**Your objective**
Pull each line holding the word "pinky" from the data.

(Structured pose outputs)
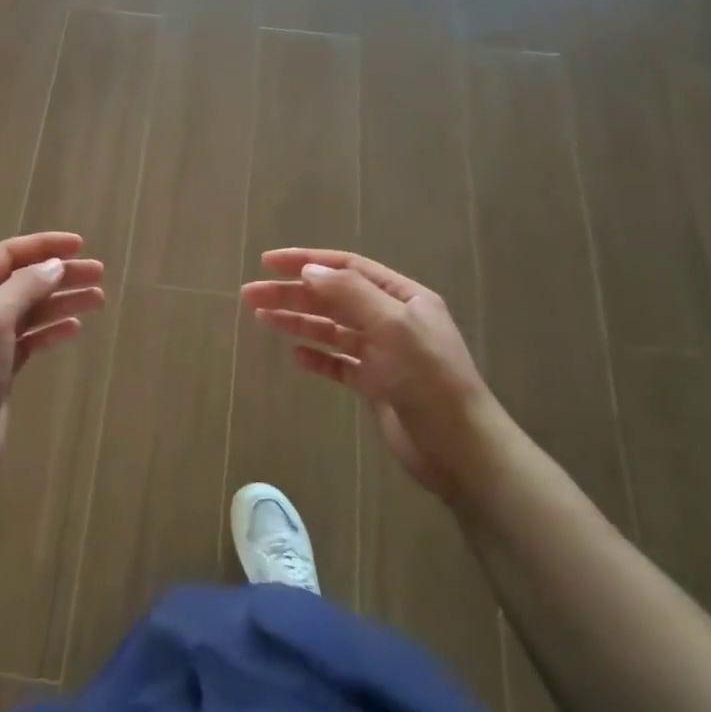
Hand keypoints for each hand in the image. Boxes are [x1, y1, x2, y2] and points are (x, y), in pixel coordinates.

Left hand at [0, 232, 105, 490]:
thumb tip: (54, 265)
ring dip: (62, 301)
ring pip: (31, 311)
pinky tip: (75, 328)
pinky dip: (52, 330)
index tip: (80, 245)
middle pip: (23, 282)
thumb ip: (24, 286)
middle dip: (60, 274)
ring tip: (98, 299)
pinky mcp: (0, 369)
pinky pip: (31, 339)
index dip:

**Task result**
pinky tip: (75, 328)
pinky dip: (52, 330)
pinky mcp: (0, 369)
pinky pip: (31, 339)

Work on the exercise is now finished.